CONTU must present its final report to Congress by July, 1978, if the extension of time it has requested is enacted by Congress. Otherwise

its final report is due in December, 1977.

3.9 SUMMARY

This chapter has examined policymaking about copyright through a review of some important litigations and some aspects of enacted law and regulation which have concerned the impact of technological change. The review appears to show that some significant litigations in this field have concerned the boundaries of property rights left ambiguous because of the occurrence of technological change unforseen by Congress in previous revisions of law or the occurrence of specific situations not definable in legislation.

In general, the Federal Courts have approached the question of ambiguities due to technological change from two distinct points of view. The first viewpoint is that, if the general concept of current law can be easily extended to new situations without stretching the law's meaning too far, it should be done. The second viewpoint is that stretching the law's meaning (or specifically defining the ambiguous) beyond a certain point would be to take on a responsibility better left to Congress, particularly if a judicial decision would be precedent setting, involving relations between interest groups, not just the particular litigants. The first viewpoint may be seen in the final decisions of the cases described involving broadcasting, motion pictures, and sound recordings except for White-Smith. The second viewpoint was taken in the prevailing decisions in White-Smith, the cable TV cases Fortnightly and Teleprompter, and in Williams & Wilkins.

Significantly, during all the cases above involving the second viewpoint, Congress was in the process of actively revising the copyright statute. Such statutory revision often involves representation of many opposing

interest groups and the ultimate statutory language may involve interest group compromise setting forth obligations and responsibilities and establishing new institutions in a manner completely impossible to accomplish through a judicial decision. In fact, in the 1976 General Revision, the new statutory language and associated legislative documentations involving cable TV and educational and library copying are examples of such a complex balancing of interests.

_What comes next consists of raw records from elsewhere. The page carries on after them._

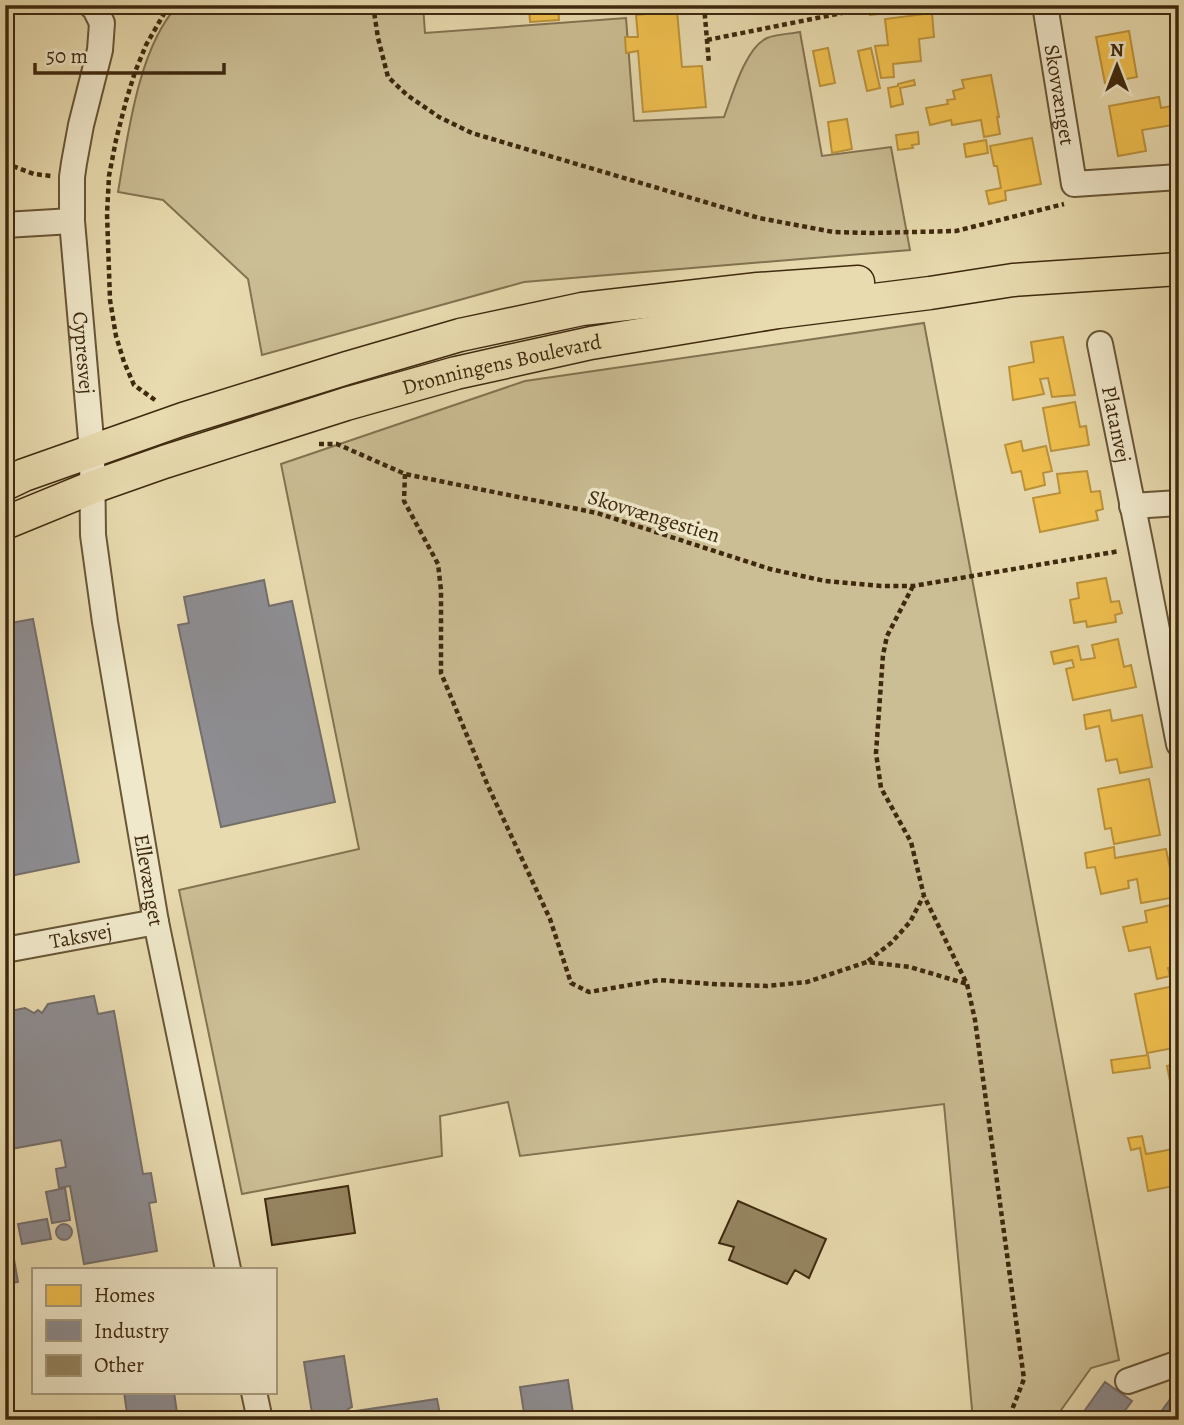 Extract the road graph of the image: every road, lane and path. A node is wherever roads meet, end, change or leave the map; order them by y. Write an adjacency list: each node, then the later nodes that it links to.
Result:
1 (169, 5): 18 (path)
2 (373, 5): 12 (path)
3 (704, 5): 7 (path)
4 (1045, 5): 12 (street, Skovvænget)
5 (96, 7): 10 (street, Cypresvej)
6 (842, 13): 7 (path)
7 (707, 40): 8 (path)
8 (709, 64)
9 (5, 163): 10 (path)
10 (72, 177): 13 (street, Cypresvej)
11 (1179, 177): 12 (street)
12 (1074, 184)
13 (72, 221): 14 (street); 20 (street, Cypresvej)
14 (5, 225)
15 (1179, 269): 16 (main road, Dronningens Boulevard)
16 (1013, 280): 18 (main road, Dronningens Boulevard); 23 (main road, Dronningens Boulevard)
17 (1100, 344): 25 (street, Platanvej)
18 (160, 428): 20 (main road, Dronningens Boulevard)
19 (312, 444): 21 (path, Skovvængestien)
20 (92, 451): 22 (main road, Dronningens Boulevard); 23 (street, Cypresvej)
21 (405, 474): 28 (path, Skovvængestien); 33 (path)
22 (5, 484)
23 (93, 487): 26 (main road, Dronningens Boulevard); 31 (street, Ellevænget)
24 (1179, 503): 25 (street)
25 (1132, 506): 27 (street, Platanvej)
26 (5, 523)
27 (1141, 547): 28 (path, Skovvængestien); 29 (street, Platanvej)
28 (913, 586): 30 (path)
29 (1179, 744)
30 (924, 896): 33 (path); 34 (path)
31 (156, 922): 32 (street, Taksvej); 35 (street, Ellevænget)
32 (5, 950)
33 (867, 962): 34 (path)
34 (967, 984): 40 (path)
35 (228, 1268)
36 (1179, 1363): 37 (street)
37 (1128, 1381)
38 (254, 1394): 39 (street)
39 (260, 1420)
40 (1008, 1420)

Furthermore, in the more recent situation described above, a new balancing of interests may be seen which is not apparent in the earlier

If persons concerned with copyrighted works may be considered either producers or users, the earlier cases described are all essentially conflicts between original producers and secondary producers. (The enactment of the compulsory license for phonorecord manufacturing in 1909 could be viewed as expression of user concern, however).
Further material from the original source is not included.